Saat seseorang tidak membayar hutang, pertanyaan yang sering muncul adalah, “Apakah bisa melaporkan kasus ini ke polisi?” Jawabannya, ya, bisa, tetapi dengan syarat dan pertimbangan hukum tertentu.

Secara umum, hutang piutang dianggap sebagai masalah perdata. Artinya, penyelesaiannya lebih tepat melalui jalur pengadilan negeri. Namun, jika ada indikasi tindak pidana, seperti pelaku meminjam uang lalu dengan sengaja tidak mengembalikan dan diduga melakukan penipuan atau penggelapan, maka kasus ini bisa ditingkatkan ke ranah pidana.

Seperti diatur dalam Pasal 372 KUHP tentang penggelapan, jika uang yang dipinjam tidak dikembalikan dan ada unsur itikad buruk sejak awal — misalnya peminjam tidak pernah berniat bayar — maka hal tersebut bisa dikategorikan sebagai tindak pidana. Dalam kondisi seperti ini, korban berhak melapor ke kepolisian.

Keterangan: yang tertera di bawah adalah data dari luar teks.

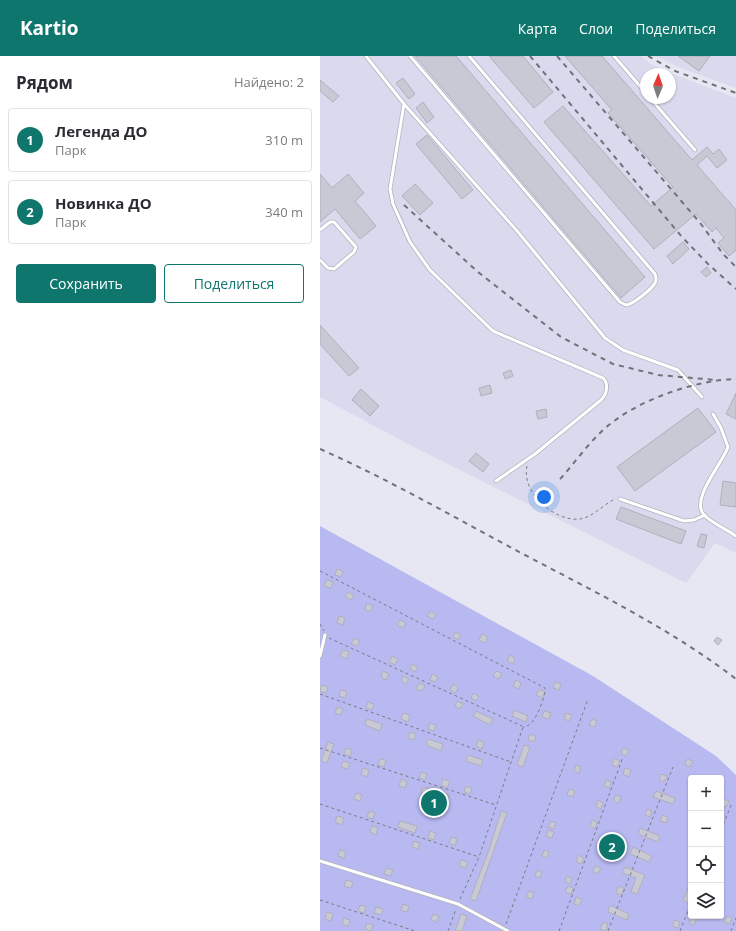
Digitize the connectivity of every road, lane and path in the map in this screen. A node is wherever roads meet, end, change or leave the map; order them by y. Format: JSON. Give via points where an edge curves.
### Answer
{"nodes":[{"id":1,"x":366,"y":56,"type":"edge"},
{"id":2,"x":410,"y":56,"type":"edge"},
{"id":3,"x":469,"y":56,"type":"edge"},
{"id":4,"x":614,"y":56,"type":"edge"},
{"id":5,"x":640,"y":86,"type":"edge"},
{"id":6,"x":404,"y":104,"type":"junction"},
{"id":7,"x":655,"y":104,"type":"edge"},
{"id":8,"x":695,"y":150,"type":"dead end"},
{"id":9,"x":320,"y":230,"type":"edge"},
{"id":10,"x":320,"y":261,"type":"edge"},
{"id":11,"x":702,"y":397,"type":"dead end"},
{"id":12,"x":713,"y":414,"type":"dead end"},
{"id":13,"x":528,"y":464,"type":"dead end"},
{"id":14,"x":496,"y":481,"type":"dead end"},
{"id":15,"x":620,"y":499,"type":"joint"},
{"id":16,"x":704,"y":515,"type":"junction"},
{"id":17,"x":736,"y":536,"type":"edge"},
{"id":18,"x":320,"y":571,"type":"edge"},
{"id":19,"x":320,"y":624,"type":"edge"},
{"id":20,"x":325,"y":635,"type":"junction"},
{"id":21,"x":320,"y":656,"type":"edge"},
{"id":22,"x":320,"y":694,"type":"edge"},
{"id":23,"x":588,"y":699,"type":"dead end"},
{"id":24,"x":523,"y":727,"type":"junction"},
{"id":25,"x":320,"y":748,"type":"edge"},
{"id":26,"x":624,"y":757,"type":"dead end"},
{"id":27,"x":511,"y":762,"type":"junction"},
{"id":28,"x":673,"y":767,"type":"dead end"},
{"id":29,"x":732,"y":803,"type":"dead end"},
{"id":30,"x":320,"y":804,"type":"edge"},
{"id":31,"x":497,"y":805,"type":"junction"},
{"id":32,"x":724,"y":823,"type":"edge"},
{"id":33,"x":479,"y":857,"type":"junction"},
{"id":34,"x":320,"y":861,"type":"edge"},
{"id":35,"x":320,"y":900,"type":"edge"},
{"id":36,"x":458,"y":904,"type":"junction"},
{"id":37,"x":688,"y":911,"type":"edge"},
{"id":38,"x":736,"y":918,"type":"edge"},
{"id":39,"x":504,"y":929,"type":"junction"},
{"id":40,"x":415,"y":931,"type":"edge"},
{"id":41,"x":448,"y":931,"type":"edge"},
{"id":42,"x":508,"y":931,"type":"edge"},
{"id":43,"x":558,"y":931,"type":"edge"},
{"id":44,"x":608,"y":931,"type":"edge"},
{"id":45,"x":680,"y":931,"type":"edge"},
{"id":46,"x":731,"y":931,"type":"edge"}],
"edges":[{"from":1,"to":6,"type":"lane"},
{"from":2,"to":3,"type":"lane","via":[[620,302],[632,304],[655,284],[655,274]]},
{"from":4,"to":5,"type":"lane"},
{"from":6,"to":11,"type":"lane","via":[[518,232],[605,338],[623,350],[678,370]]},
{"from":6,"to":14,"type":"lane","via":[[390,189],[393,204],[410,242],[430,270],[494,331],[603,378],[607,385],[606,393],[601,400],[535,454]]},
{"from":7,"to":8,"type":"lane"},
{"from":9,"to":10,"type":"lane","via":[[334,222],[356,247],[354,252],[334,269],[328,268]]},
{"from":12,"to":16,"type":"lane","via":[[728,447],[701,495],[700,504]]},
{"from":13,"to":15,"type":"path","via":[[527,481],[536,497],[546,507],[564,516],[585,518]]},
{"from":15,"to":16,"type":"lane","via":[[684,521]]},
{"from":16,"to":17,"type":"lane"},
{"from":18,"to":24,"type":"path","via":[[545,688],[535,718]]},
{"from":19,"to":20,"type":"path"},
{"from":20,"to":21,"type":"lane"},
{"from":20,"to":24,"type":"path"},
{"from":22,"to":27,"type":"path"},
{"from":23,"to":39,"type":"path"},
{"from":24,"to":27,"type":"path"},
{"from":25,"to":31,"type":"path"},
{"from":26,"to":43,"type":"path"},
{"from":27,"to":31,"type":"path"},
{"from":28,"to":44,"type":"path"},
{"from":29,"to":32,"type":"path"},
{"from":30,"to":33,"type":"path"},
{"from":31,"to":33,"type":"path"},
{"from":33,"to":36,"type":"path"},
{"from":34,"to":36,"type":"lane"},
{"from":35,"to":40,"type":"path"},
{"from":36,"to":39,"type":"lane"},
{"from":36,"to":41,"type":"path"},
{"from":37,"to":45,"type":"path"},
{"from":38,"to":46,"type":"path"},
{"from":39,"to":42,"type":"lane"}]}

Pelaporan bisa dilakukan di Polres atau Polda terdekat, tergantung lokasi kejadian. Nilai uang yang dipinjam juga bisa memengaruhi penanganan kasus, meskipun tidak ada batas bawah resmi untuk pelaporan. Semakin besar nilai hutang dan semakin jelas bukti niat jahat, peluang polisi menindaklanjuti laporan akan semakin tinggi.

Meski begitu, penting untuk melengkapi laporan dengan bukti kuat seperti perjanjian, pesan singkat, rekaman, atau transfer uang. Tanpa bukti yang mendukung, polisi biasanya akan mengarahkan pelapor ke jalur perdata.

Jadi, meskipun tidak semua kasus hutang bisa dilaporkan sebagai tindak pidana, ada celah hukum yang bisa dimanfaatkan jika ada unsur penipuan atau penggelapan. Yang terpenting, jangan ragu untuk mencari keadilan, tetapi pahami dulu dasar hukumnya.